Вот почему на этой древлей православной, но церковно скудной почве легко возросли семена беспоповской веры. Эта северная земля, оплодотворенная гарями и учением вдохновленных апокалиптических вождей, неожиданно дала богатые всходы этого весьма неточно называемого старообрядческим, беспоповского движения.
Со временем русское беспоповство, в особенности поморское (новопоморское) согласие, все же отошло от большинства крайних воззрений их первых учителей XVII века. Не только самосжигания были совершенно прекращены, но и их взгляды на царство Антихриста, на нынешнее время и на брак подверглись коренному пересмотру. Теперь Антихрист понимается как “всякое отступление от веры Христовой, проповеданной апостолами.
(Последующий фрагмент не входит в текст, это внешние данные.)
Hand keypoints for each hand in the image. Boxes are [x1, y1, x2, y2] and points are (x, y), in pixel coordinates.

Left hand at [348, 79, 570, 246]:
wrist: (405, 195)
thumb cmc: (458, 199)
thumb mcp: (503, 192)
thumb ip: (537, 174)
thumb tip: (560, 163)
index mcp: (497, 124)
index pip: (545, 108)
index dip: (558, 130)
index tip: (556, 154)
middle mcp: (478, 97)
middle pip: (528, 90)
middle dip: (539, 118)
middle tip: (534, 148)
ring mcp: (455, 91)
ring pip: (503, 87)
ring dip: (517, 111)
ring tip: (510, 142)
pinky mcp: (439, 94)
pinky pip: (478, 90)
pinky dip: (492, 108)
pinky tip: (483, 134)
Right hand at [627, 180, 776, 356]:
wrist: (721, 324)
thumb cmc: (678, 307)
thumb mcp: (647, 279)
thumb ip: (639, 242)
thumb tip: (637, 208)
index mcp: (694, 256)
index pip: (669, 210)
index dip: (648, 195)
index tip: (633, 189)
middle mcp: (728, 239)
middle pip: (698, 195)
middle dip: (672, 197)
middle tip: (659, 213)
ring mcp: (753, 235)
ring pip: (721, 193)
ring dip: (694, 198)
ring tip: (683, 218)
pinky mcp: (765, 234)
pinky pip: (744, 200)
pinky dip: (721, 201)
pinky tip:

Иными словами, каждый противник Христа, которого Вселенские соборы святых отец отвергли бы как еретика”. Таинства евхаристии современные беспоповцы тоже не имеют, так как оно “было потеряно нашими предками во время гонений в XVII—XVIII веках вместе с нашими священниками и епископами, истребленными во время преследований”. Зато снова восстановлено таинство брака, но оно совершается, по мнению поморцев наших дней, не священником или наставником, а “Богом и самими брачущимися” и с благословением настоятеля[9].
Теперь судить, конечно, трудно, но надо полагать, что не будь нелепых затеек неистового Никона, русские церковные трудности не приняли бы такого трагического оборота, какой они приняли в результате введения нового обряда. Без знамени защиты древлего православия боголюбцы и капитоны вряд ли пошли бы на открытый разрыв с церковью, и ревнители прошлого не имели бы предлога проявить такой беспримерной преданности “старому закону” и “мучителя не дождавши, полками в огонь не дерзали бы за Христа”.
Но знамя защиты русской веры было создано как безрассудностью патриарха Никона, так и упорной поддержкой его нововведений и царем и правящим классом. Правящий класс, конечно, мало интересовался переменами, введенными в обряд, но зато решительно не хотел уступать “церковникам”, будь они патриарх и епископы, как это было показано во время суда над Никоном, или “ревнители благочестия”, которые хотели поставить закон Бога над законами и политикой государства. Веяния секуляризационных настроений уже тогда были сильны, и, выходя из эпохи средневековой политики, культуры и технологии, Московская Русь, вернее, ее руководство выходило также и из эпохи средневековой веры и средневековых отношений между церковью и государством. XVII век был вряд ли подходящим веком для возрождения теократических утопий Третьего Рима.